Source records:
Start of Block

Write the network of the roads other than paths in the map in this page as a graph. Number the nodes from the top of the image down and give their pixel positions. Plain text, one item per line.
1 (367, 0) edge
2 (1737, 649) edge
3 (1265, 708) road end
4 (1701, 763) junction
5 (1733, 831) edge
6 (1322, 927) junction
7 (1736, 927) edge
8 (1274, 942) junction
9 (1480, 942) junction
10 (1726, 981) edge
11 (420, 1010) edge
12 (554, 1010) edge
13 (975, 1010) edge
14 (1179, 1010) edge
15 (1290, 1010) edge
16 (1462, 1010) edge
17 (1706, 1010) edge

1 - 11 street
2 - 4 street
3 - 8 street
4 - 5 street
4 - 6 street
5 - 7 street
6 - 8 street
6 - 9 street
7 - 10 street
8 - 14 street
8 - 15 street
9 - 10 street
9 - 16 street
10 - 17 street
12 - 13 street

End of Block

About this exercise:
Could you return all of the entries exactly as they stand?

Written solution:
Write the network of the roads other than paths in the map in this page as a graph. Number the nodes from the top of the image down and give their pixel positions. Plain text, one item per line.
1 (367, 0) edge
2 (1737, 649) edge
3 (1265, 708) road end
4 (1701, 763) junction
5 (1733, 831) edge
6 (1322, 927) junction
7 (1736, 927) edge
8 (1274, 942) junction
9 (1480, 942) junction
10 (1726, 981) edge
11 (420, 1010) edge
12 (554, 1010) edge
13 (975, 1010) edge
14 (1179, 1010) edge
15 (1290, 1010) edge
16 (1462, 1010) edge
17 (1706, 1010) edge

1 - 11 street
2 - 4 street
3 - 8 street
4 - 5 street
4 - 6 street
5 - 7 street
6 - 8 street
6 - 9 street
7 - 10 street
8 - 14 street
8 - 15 street
9 - 10 street
9 - 16 street
10 - 17 street
12 - 13 street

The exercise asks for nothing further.